The result of virtualizing essential components in the transmission chain is a software evolution for ATSC 3.0 – one that could accelerate the standard’s infamously slow uptake and eventually propel it into the mainstream.

“ATSC 3.0 doesn’t really exist today. Nobody has capable TV sets or set-tops, but folks are working hard to get there,” added Roshak. Hardware support is clearly still a challenge for uptake, although Herman has great expectations for ATSC 3.0 support in 8K TVs, as well as smartphones. “It works wonderfully on mobile. Sinclair is a big believer in mobile. The ATSC 3.0 mobility opportunity is huge to diversify networks,” added Herman.

It just so happens that Sinclair’s One Media 3.0 delivered a batch of prototype ATSC 3.0-capable smartphones last week, some 3.5 years since an agreement was struck with Saankyha Labs to develop ATSC 3.0 chipsets. The One Media Mark One is an Android device with an embedded antenna for receiving NextGen TV services, and Sinclair is reportedly in talks with a couple of MVNOs about offering the device.

Further significance from this project is found from progress in deploying the broadcast component of the 5G network (see separate item). Blending broadcast and cellular networks can achieve efficiency savings and service benefits through integration across the stack, combining the two sides more intimately over the spectral range operators have and introducing greater interactivity into broadcast. The 5G network slicing approach for example can enable bandwidth to be allocated on demand to broadcast services from spectrum usually reserved for unicast transmission.

“This is seen as a piece of the 5G ecosystem,” noted Roshak.

With NFV making its way into the ATSC 3.0 delivery architecture, the once long-lost promise of sending hybrid signals to smartphones is becoming a reality. Adoption may be helped by the fact mobile players are not restricted to the same regulations and business models as the broadcast market, with the latest hurdle being that FCC is demanding TV stations pay 5% of any ATSC 3.0 service revenues, because NextGen TV services qualify as “ancillary or supplementary services”.

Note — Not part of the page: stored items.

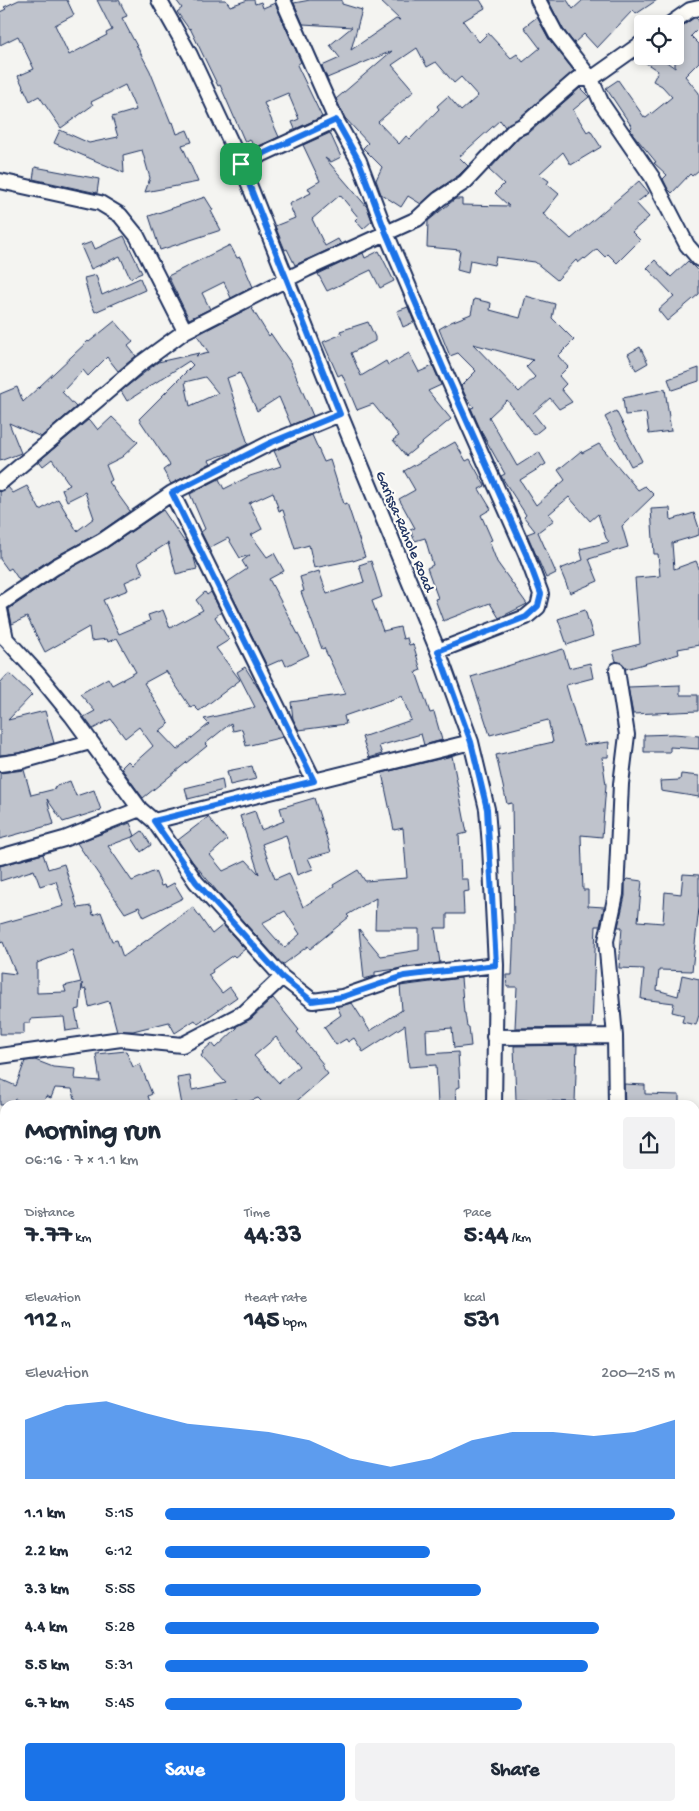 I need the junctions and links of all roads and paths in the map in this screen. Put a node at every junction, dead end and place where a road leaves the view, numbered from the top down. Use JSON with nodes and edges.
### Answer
{"nodes":[{"id":1,"x":159,"y":0,"type":"edge"},
{"id":2,"x":283,"y":0,"type":"edge"},
{"id":3,"x":538,"y":0,"type":"edge"},
{"id":4,"x":699,"y":8,"type":"edge"},
{"id":5,"x":683,"y":15,"type":"edge"},
{"id":6,"x":634,"y":49,"type":"edge"},
{"id":7,"x":591,"y":79,"type":"junction"},
{"id":8,"x":336,"y":120,"type":"junction"},
{"id":9,"x":241,"y":164,"type":"junction"},
{"id":10,"x":0,"y":181,"type":"edge"},
{"id":11,"x":386,"y":233,"type":"junction"},
{"id":12,"x":699,"y":260,"type":"edge"},
{"id":13,"x":287,"y":279,"type":"junction"},
{"id":14,"x":185,"y":331,"type":"junction"},
{"id":15,"x":340,"y":414,"type":"junction"},
{"id":16,"x":0,"y":483,"type":"edge"},
{"id":17,"x":172,"y":493,"type":"junction"},
{"id":18,"x":0,"y":604,"type":"edge"},
{"id":19,"x":0,"y":610,"type":"edge"},
{"id":20,"x":3,"y":637,"type":"edge"},
{"id":21,"x":438,"y":651,"type":"junction"},
{"id":22,"x":617,"y":670,"type":"dead end"},
{"id":23,"x":90,"y":742,"type":"junction"},
{"id":24,"x":471,"y":742,"type":"junction"},
{"id":25,"x":0,"y":764,"type":"edge"},
{"id":26,"x":314,"y":781,"type":"junction"},
{"id":27,"x":140,"y":809,"type":"junction"},
{"id":28,"x":154,"y":821,"type":"junction"},
{"id":29,"x":0,"y":857,"type":"edge"},
{"id":30,"x":496,"y":965,"type":"junction"},
{"id":31,"x":282,"y":977,"type":"junction"},
{"id":32,"x":615,"y":1036,"type":"junction"},
{"id":33,"x":494,"y":1037,"type":"junction"},
{"id":34,"x":0,"y":1056,"type":"edge"},
{"id":35,"x":494,"y":1100,"type":"edge"},
{"id":36,"x":616,"y":1100,"type":"edge"}],
"edges":[{"from":1,"to":9,"type":"street","name":"Garissa-Rahole Road"},
{"from":2,"to":8,"type":"street"},
{"from":3,"to":7,"type":"street"},
{"from":4,"to":5,"type":"street"},
{"from":6,"to":7,"type":"street"},
{"from":7,"to":11,"type":"street"},
{"from":7,"to":12,"type":"street"},
{"from":8,"to":9,"type":"street"},
{"from":8,"to":11,"type":"street"},
{"from":9,"to":13,"type":"street","name":"Garissa-Rahole Road"},
{"from":10,"to":14,"type":"street"},
{"from":11,"to":13,"type":"street"},
{"from":11,"to":21,"type":"street"},
{"from":13,"to":14,"type":"street"},
{"from":13,"to":15,"type":"street","name":"Garissa-Rahole Road"},
{"from":14,"to":16,"type":"street"},
{"from":15,"to":17,"type":"street"},
{"from":15,"to":21,"type":"street","name":"Garissa-Rahole Road"},
{"from":17,"to":18,"type":"street"},
{"from":17,"to":26,"type":"street"},
{"from":19,"to":20,"type":"street"},
{"from":20,"to":23,"type":"street"},
{"from":21,"to":24,"type":"street","name":"Garissa-Rahole Road"},
{"from":22,"to":32,"type":"street"},
{"from":23,"to":25,"type":"street"},
{"from":23,"to":27,"type":"street"},
{"from":24,"to":26,"type":"street"},
{"from":24,"to":30,"type":"street","name":"Garissa-Rahole Road"},
{"from":26,"to":28,"type":"street"},
{"from":27,"to":28,"type":"street"},
{"from":27,"to":29,"type":"street"},
{"from":28,"to":31,"type":"street"},
{"from":30,"to":31,"type":"street"},
{"from":30,"to":33,"type":"street","name":"Garissa-Rahole Road"},
{"from":31,"to":34,"type":"street"},
{"from":32,"to":33,"type":"street"},
{"from":32,"to":36,"type":"street"},
{"from":33,"to":35,"type":"street","name":"Garissa-Rahole Road"}]} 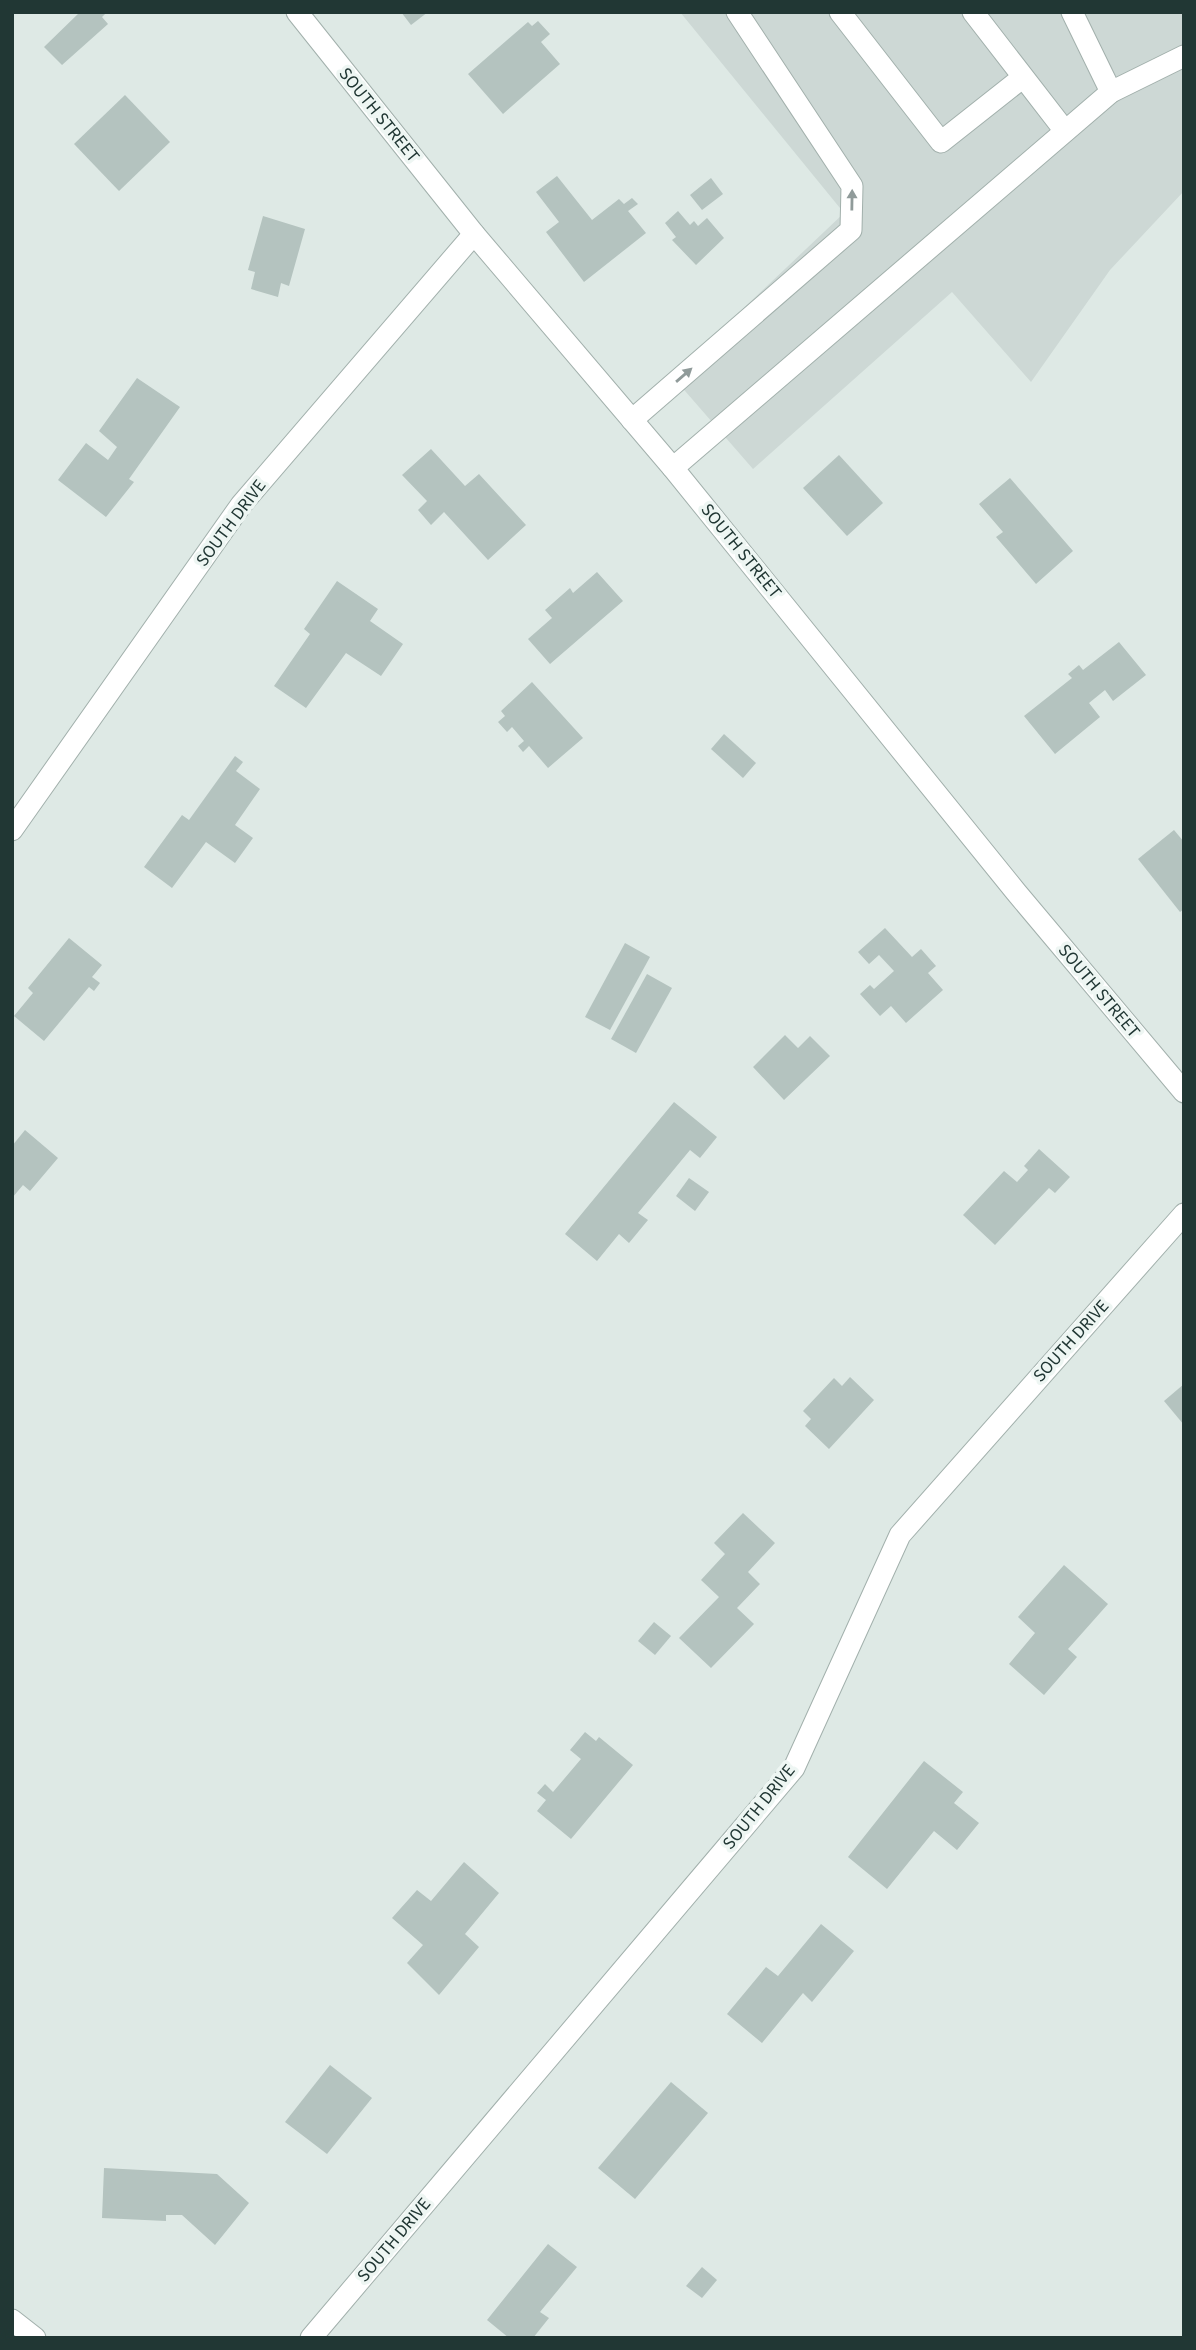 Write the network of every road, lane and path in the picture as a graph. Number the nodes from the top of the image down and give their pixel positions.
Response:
1 (296, 12) edge
2 (737, 12) edge
3 (840, 12) edge
4 (973, 12) edge
5 (1072, 12) edge
6 (1179, 65) edge
7 (1022, 78) junction
8 (1111, 92) junction
9 (1065, 131) junction
10 (474, 234) junction
11 (632, 420) junction
12 (673, 468) junction
13 (12, 830) edge
14 (1184, 1092) edge
15 (1184, 1214) edge
16 (12, 2320) edge
17 (36, 2338) edge
18 (311, 2338) edge

1 - 10 street, SOUTH STREET
11 -> 2 street
3 - 7 street
4 - 7 street
5 - 8 street
6 - 8 street
7 - 9 street
8 - 9 street
9 - 12 street
10 - 11 street, SOUTH STREET
10 - 13 street, SOUTH DRIVE
11 - 12 street, SOUTH STREET
12 - 14 street, SOUTH STREET
15 - 18 street, SOUTH DRIVE
16 - 17 street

Vendor expertise for the project came from Broadpeak, the French multicast ABR pioneer, alongside Enensys Technologies for virtualized architectures, Alticast for middleware, and Bitrouter for the ATSC 3.0 receiver software stack. Microsoft Azure is the cloud infrastructure partner.

The next step will be to test a demo home gateway, before ‘dog food trials’ commence before the end of this year. Then, sometime in 2021, the first commercial deployment will land.